Dans un jugement rendu le 17 avril par le tribunal administratif de Melun, il a été confirmé que les résultats du premier tour, qui s'est déroulé le 15 mars, nécessitent une rectification, engendrant l'organisation d'un second tour. Ce jugement a été annoncé dans un communiqué officiel.
Deux listes à égalité parfaite
Le tribunal a validé un bulletin où le code-barre obscurcissait le nom d'un candidat, en précisant que ce dernier ne constituait pas une marque de reconnaissance prohibée par l'article L. 66 du code électoral, et que le bulletin reflétait clairement l'intention de l'électeur de soutenir la liste du maire sortant. Des experts soulignent que cet incident souligne la nécessité d'améliorer les procédures électorales.

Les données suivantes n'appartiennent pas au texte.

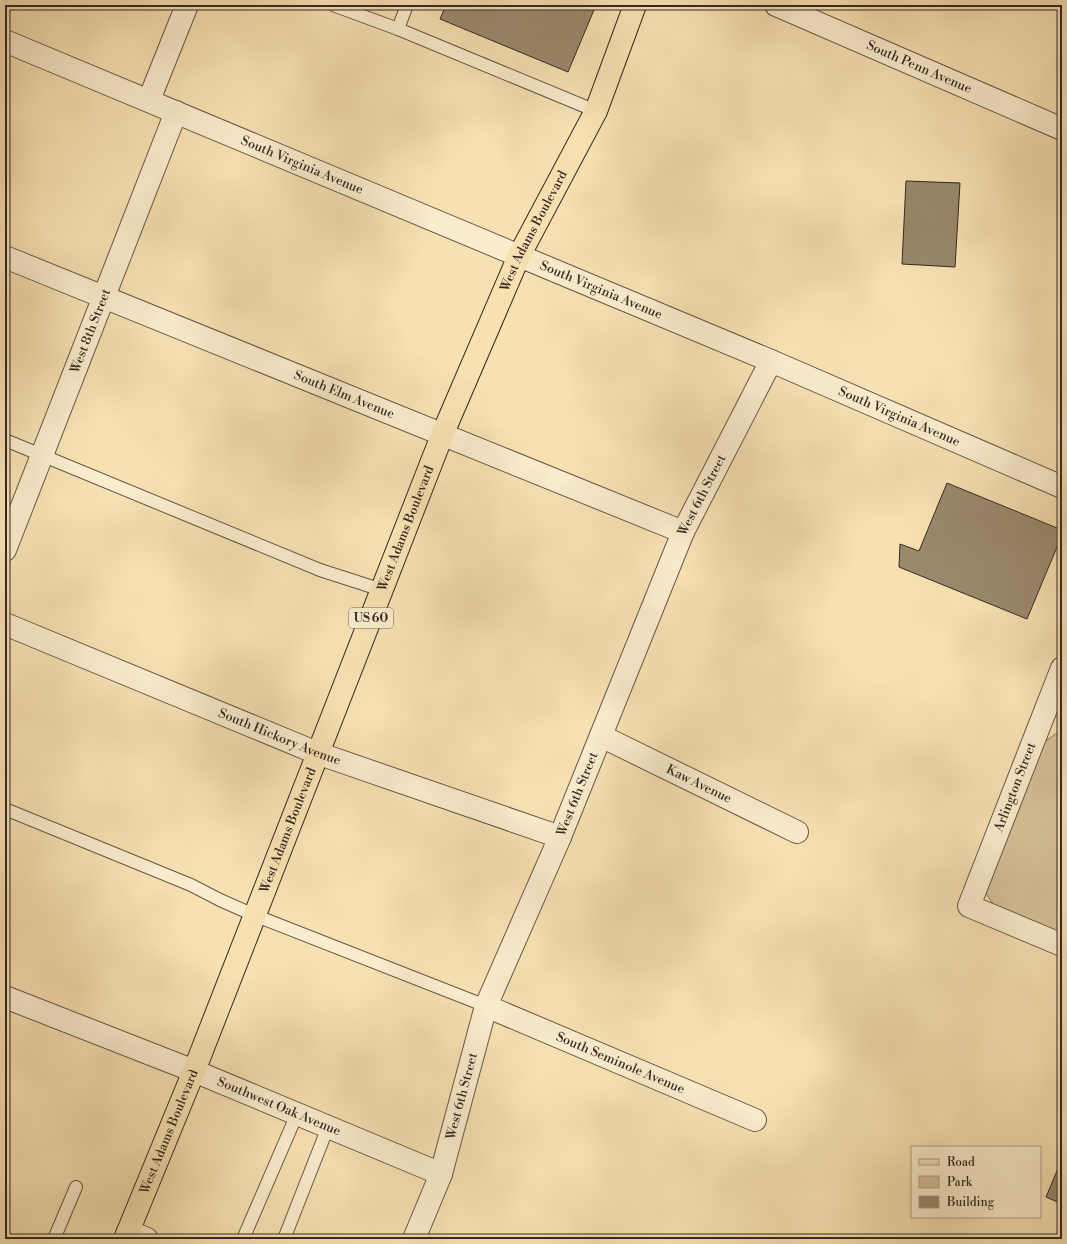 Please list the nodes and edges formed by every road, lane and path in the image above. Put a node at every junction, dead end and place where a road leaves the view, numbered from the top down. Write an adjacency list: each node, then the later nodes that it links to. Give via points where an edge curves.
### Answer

Selon la décision de justice consultée par l'AFP, il a été établi que le code-barre était un traceur de production, inséré automatiquement par la société imprimant les bulletins, et ne portait aucun caractère délibéré. À la suite de cette rectification, les deux listes se retrouvent à égalité, chacune ayant recueilli 178 voix. Le maire désigné après le premier tour a choisi de ne pas commenter cette situation étrange.